В кожаном мешочке оказались те самые шоркунки, скреплённые белокурой прядкой младени; в ту же связку были вплетены русые волосы из оселедца отца да каштановый завиток матери, а ещё животинная нитка – не иначе жилка жертвенного быка, забитого на Подоле в честь новороженного. Насупилась старая Ольгица, оглядев языческий оберег, да всё же не воспротивилась. Смирило её одно – пёрышко голубиное – символ Свята Духа, оплетённое прядками. И положила она во внукову ладанку свою память – резной кипарисовый крестик, привезённый тремя годами ране из града Константинополя, где она, Ольга, крестилась.
1
Что будит его ни свет ни заря? Отрок в полглаза размыкает веки. Огня нет – постельничий служка, вечёр бубнивший «Велесову книгу», не уследил, сморённый дрёмой, – светец сгас. Будить – не будить?
Глаза отрока тянутся к бусоватому оконцу. В сутемках оно едва угадывается. По слюдяным вставкам мечутся тени. А за оконцем буйствует непогодь, заглушая похрапывание служки и мурлыканье котофея, что пригрелся в ногах.
«Студенец – месяц-оборотень», – вещает старая Улита. А ить, ежели прислушаться, и впрямь. То как ведьмедь-шатун, до поры спокинувший берлогу, трещит лесинами, безумствуя от голода. То будто домовой колотит на подволоке, мол, не спи, большуха, даром что ночь, вставай, печь топи, да, мотри, жарче, не то стужа-кощеица живо хоромы в полон возьмёт. То татем свищет в два пальца, погоняя запоздалого ярыжку. А то взвизгнет, ровно пьяная ведьма, и, заметая подолом позёмки собственные следы, унесётся куда-то за детинец.
Кот-баюнок перебирается ко взголовью, поуркивает заботно и наставительно.

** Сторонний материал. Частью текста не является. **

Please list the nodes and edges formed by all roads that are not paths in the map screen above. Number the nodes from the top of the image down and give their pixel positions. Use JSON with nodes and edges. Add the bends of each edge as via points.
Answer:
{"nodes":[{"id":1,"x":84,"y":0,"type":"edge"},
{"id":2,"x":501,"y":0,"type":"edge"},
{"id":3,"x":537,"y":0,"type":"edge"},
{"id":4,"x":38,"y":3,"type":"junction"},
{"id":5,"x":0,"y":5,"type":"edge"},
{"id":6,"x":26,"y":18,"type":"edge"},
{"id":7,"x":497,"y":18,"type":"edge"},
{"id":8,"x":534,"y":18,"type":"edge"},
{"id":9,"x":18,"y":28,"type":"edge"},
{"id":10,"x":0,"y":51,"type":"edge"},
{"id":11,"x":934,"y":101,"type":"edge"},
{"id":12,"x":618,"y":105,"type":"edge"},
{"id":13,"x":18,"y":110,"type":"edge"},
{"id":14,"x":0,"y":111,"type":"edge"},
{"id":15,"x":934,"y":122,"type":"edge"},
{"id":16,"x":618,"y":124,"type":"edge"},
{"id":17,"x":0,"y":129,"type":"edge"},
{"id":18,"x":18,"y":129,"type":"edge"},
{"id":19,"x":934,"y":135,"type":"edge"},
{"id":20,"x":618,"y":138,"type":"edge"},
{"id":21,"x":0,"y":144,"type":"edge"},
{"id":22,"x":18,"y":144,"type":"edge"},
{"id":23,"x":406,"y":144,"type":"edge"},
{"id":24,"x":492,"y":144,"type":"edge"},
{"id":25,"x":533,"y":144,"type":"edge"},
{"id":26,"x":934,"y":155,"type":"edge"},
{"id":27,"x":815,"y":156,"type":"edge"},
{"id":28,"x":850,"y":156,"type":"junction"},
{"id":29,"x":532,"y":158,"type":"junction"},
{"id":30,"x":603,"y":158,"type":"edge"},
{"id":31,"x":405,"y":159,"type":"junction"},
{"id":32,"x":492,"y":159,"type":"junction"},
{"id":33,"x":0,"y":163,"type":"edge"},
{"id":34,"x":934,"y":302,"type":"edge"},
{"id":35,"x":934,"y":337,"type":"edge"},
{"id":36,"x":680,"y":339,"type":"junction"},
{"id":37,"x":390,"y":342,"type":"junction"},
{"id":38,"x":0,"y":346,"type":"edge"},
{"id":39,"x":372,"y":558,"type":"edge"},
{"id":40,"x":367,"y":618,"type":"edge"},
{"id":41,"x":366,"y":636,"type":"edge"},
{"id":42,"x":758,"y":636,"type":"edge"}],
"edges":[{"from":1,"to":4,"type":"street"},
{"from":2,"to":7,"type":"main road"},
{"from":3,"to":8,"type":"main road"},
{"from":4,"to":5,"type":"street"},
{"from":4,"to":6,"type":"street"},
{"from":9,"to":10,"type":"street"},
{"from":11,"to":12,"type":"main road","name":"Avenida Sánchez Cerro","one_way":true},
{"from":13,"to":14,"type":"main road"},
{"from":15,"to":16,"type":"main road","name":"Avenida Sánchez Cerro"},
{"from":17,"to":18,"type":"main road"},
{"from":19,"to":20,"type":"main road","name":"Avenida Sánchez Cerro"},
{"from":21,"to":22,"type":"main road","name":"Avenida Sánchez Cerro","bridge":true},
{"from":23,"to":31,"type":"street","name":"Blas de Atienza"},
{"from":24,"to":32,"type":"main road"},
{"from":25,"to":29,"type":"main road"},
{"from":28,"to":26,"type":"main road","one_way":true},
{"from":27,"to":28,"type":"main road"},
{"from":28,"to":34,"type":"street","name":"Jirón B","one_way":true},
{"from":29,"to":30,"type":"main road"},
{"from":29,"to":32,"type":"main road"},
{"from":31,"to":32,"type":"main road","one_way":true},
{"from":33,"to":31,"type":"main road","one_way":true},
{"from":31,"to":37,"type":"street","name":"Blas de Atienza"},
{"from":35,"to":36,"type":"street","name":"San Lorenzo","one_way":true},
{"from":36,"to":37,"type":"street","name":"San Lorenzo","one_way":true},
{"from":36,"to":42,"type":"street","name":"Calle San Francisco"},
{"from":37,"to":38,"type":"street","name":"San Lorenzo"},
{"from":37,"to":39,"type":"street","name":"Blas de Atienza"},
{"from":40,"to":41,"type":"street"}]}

Дрёма опахивая веки, опять кунает в сон. Кто это с прялицей? Али не с прялицей? Неуж ведьма на помеле? Нет, не ведьма. То опять старица. Что-то бубнит. Наставляет? Али спрос ведёт? «А вот тебе, дитятко, красно солнышко!» В руках Улиты блюдо медное, а в блюде клюква алая, изморозью обсахаренная.
Отрок ворочается, размётывая овчинную полость. Пошто не спится? Ненастье ли пробудило – то, что снаружи? Али ожиданьице чего-то – что деется внутри? «Спи ужо!» – урчит кот-баюн.

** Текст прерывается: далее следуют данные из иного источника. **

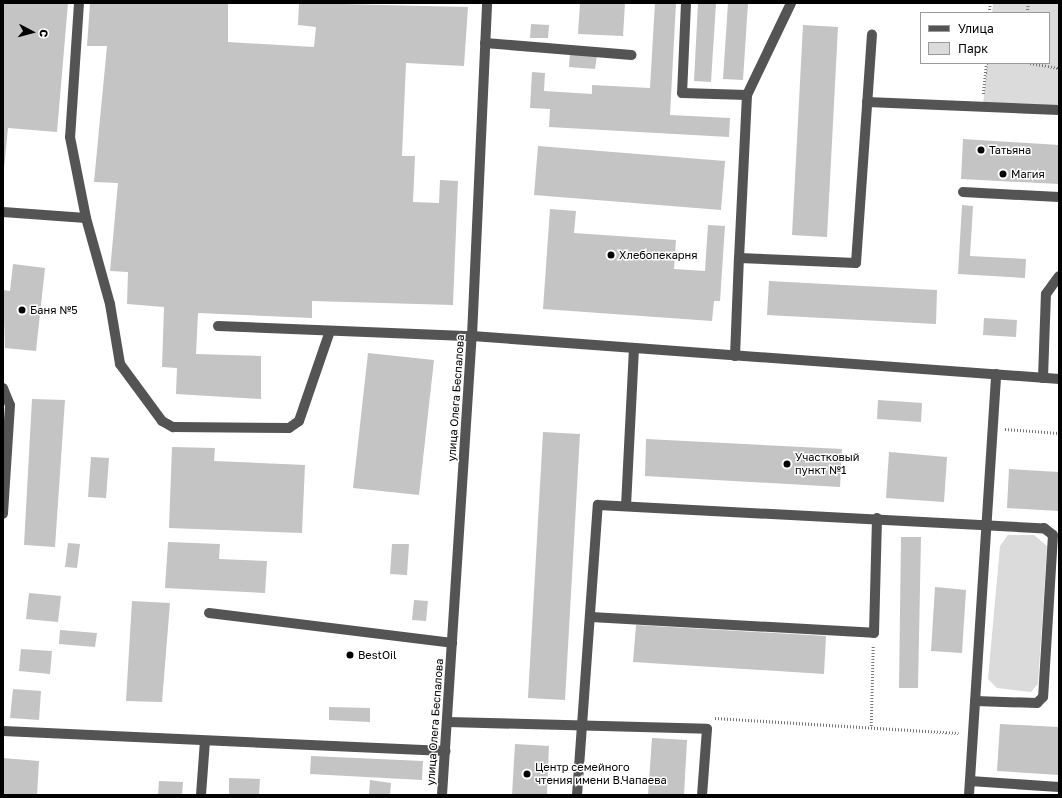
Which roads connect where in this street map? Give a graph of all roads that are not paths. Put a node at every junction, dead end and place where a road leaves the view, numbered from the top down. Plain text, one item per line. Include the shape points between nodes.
1 (79, 3) edge
2 (487, 3) edge
3 (686, 3) edge
4 (791, 3) edge
5 (872, 36) dead end
6 (485, 43) junction
7 (632, 55) dead end
8 (747, 95) junction
9 (867, 102) junction
10 (1059, 110) edge
11 (963, 192) dead end
12 (1059, 198) edge
13 (3, 212) edge
14 (86, 218) junction
15 (739, 258) junction
16 (1059, 276) edge
17 (218, 326) dead end
18 (330, 331) junction
19 (472, 336) junction
20 (634, 349) junction
21 (735, 356) junction
22 (996, 374) junction
23 (1043, 378) junction
24 (1059, 379) edge
25 (3, 388) edge
26 (626, 506) junction
27 (3, 514) edge
28 (877, 518) junction
29 (987, 525) junction
30 (210, 613) dead end
31 (591, 617) junction
32 (452, 643) junction
33 (975, 701) junction
34 (448, 722) junction
35 (584, 724) junction
36 (3, 731) edge
37 (204, 741) junction
38 (446, 751) junction
39 (970, 781) junction
40 (1059, 787) edge
41 (201, 795) edge
42 (442, 795) edge
43 (577, 795) edge
44 (702, 795) edge
45 (969, 795) edge

1 - 14 street via 70,137
2 - 6 street, улица Олега Беспалова
3 - 8 street via 682,93
4 - 8 street
5 - 9 street
6 - 7 street
6 - 19 street, улица Олега Беспалова
8 - 15 street
9 - 10 street
9 - 15 street via 856,263
11 - 12 street
13 - 14 street
14 - 18 street via 110,304 120,364 162,421 174,427 289,428 298,421
15 - 21 street
16 - 23 street via 1046,294
17 - 18 street
18 - 19 street
19 - 20 street
19 - 32 street, улица Олега Беспалова
20 - 21 street
20 - 26 street
21 - 22 street
22 - 23 street
22 - 29 street
23 - 24 street
25 - 27 street via 10,405
26 - 28 street
26 - 31 street via 598,505
28 - 29 street
28 - 31 street via 874,633
29 - 33 street
29 - 33 street via 1044,528 1053,534 1043,697 1036,703
30 - 32 street
31 - 35 street
32 - 34 street, улица Олега Беспалова
33 - 39 street
34 - 35 street
34 - 38 street, улица Олега Беспалова
35 - 43 street
35 - 44 street via 708,729
36 - 37 street
37 - 38 street
37 - 41 street
38 - 42 street, улица Олега Беспалова
39 - 40 street
39 - 45 street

Улитина прялица украшена Ярилой. Куделя на лопасти, что туча громовая, застит красно солнышко – ни просвета. «Скоро ли, бабеня, счахнет зима?» – «Скоро, батюшка. Куделю-то спряду – тодле и возвернётся весна-красна. Вишь, краюшек отворился». Напервы-то он поверил – убедила старая. Да потом смекнул, что кудели-то у бабени разные: то сивая – это от ярочки, а то аспидная – от чёрного барана. Осерчал было, догадавшись, дверью хлопнул. Да сердце-то отходчивое – на другое же утро опять наведался в пряльную горенку. А Улита ему – обновку: наголовки вязаные на ноги. «Садись, батюшка, примеряй». Наголовки мягонькие да тёплые, хошь вместо катанок обувай.

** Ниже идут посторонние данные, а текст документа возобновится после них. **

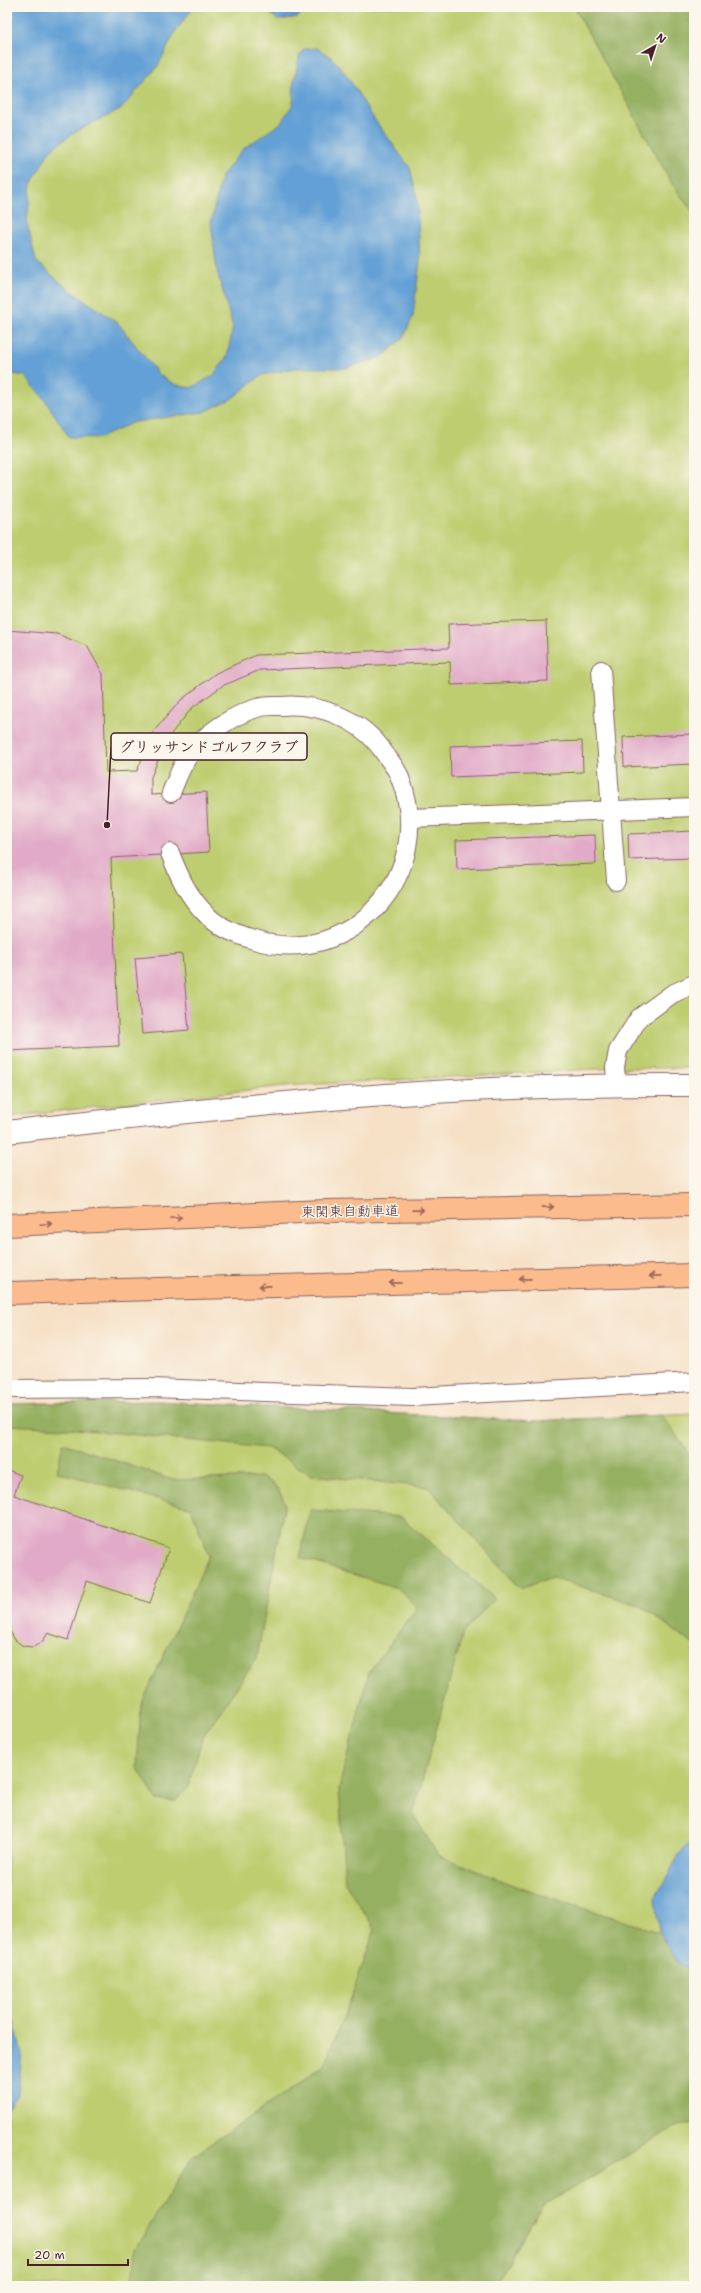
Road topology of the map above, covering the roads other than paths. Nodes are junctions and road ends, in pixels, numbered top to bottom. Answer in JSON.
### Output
{"nodes":[{"id":1,"x":601,"y":670,"type":"dead end"},
{"id":2,"x":171,"y":793,"type":"dead end"},
{"id":3,"x":694,"y":807,"type":"edge"},
{"id":4,"x":610,"y":810,"type":"junction"},
{"id":5,"x":410,"y":818,"type":"junction"},
{"id":6,"x":170,"y":853,"type":"dead end"},
{"id":7,"x":616,"y":882,"type":"dead end"},
{"id":8,"x":694,"y":984,"type":"edge"},
{"id":9,"x":694,"y":1085,"type":"edge"},
{"id":10,"x":617,"y":1087,"type":"junction"},
{"id":11,"x":7,"y":1132,"type":"edge"},
{"id":12,"x":694,"y":1205,"type":"edge"},
{"id":13,"x":7,"y":1226,"type":"edge"},
{"id":14,"x":694,"y":1275,"type":"edge"},
{"id":15,"x":7,"y":1293,"type":"edge"},
{"id":16,"x":694,"y":1382,"type":"edge"},
{"id":17,"x":7,"y":1388,"type":"edge"}],
"edges":[{"from":1,"to":4,"type":"lane"},
{"from":2,"to":5,"type":"lane"},
{"from":3,"to":4,"type":"lane"},
{"from":4,"to":5,"type":"lane"},
{"from":4,"to":7,"type":"lane"},
{"from":5,"to":6,"type":"lane"},
{"from":8,"to":10,"type":"lane"},
{"from":9,"to":10,"type":"street"},
{"from":10,"to":11,"type":"street"},
{"from":13,"to":12,"type":"highway","name":"東関東自動車道","one_way":true},
{"from":14,"to":15,"type":"highway","one_way":true},
{"from":16,"to":17,"type":"lane"}]}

Наголовки, что котофеи – порск и вот уже бегут по снегу. Навроде сами по себе. А будто и его несут. Куда путь ладят коты вязаные? А вон куда – к жару печному, к горну кузнечному. Мехи бучат полымя, железо калят. Кольчуга, кою куют-ладят кузнецы-молодцы, уже собрана. Остаётся последок – зерцало нагрудное. Вот старый коваль суёт в горн щипцы-скорохваты и вынает из полымя алое марево. Во сне оно так и замирает на весу, ровно солнышко красное над студёным окоёмом.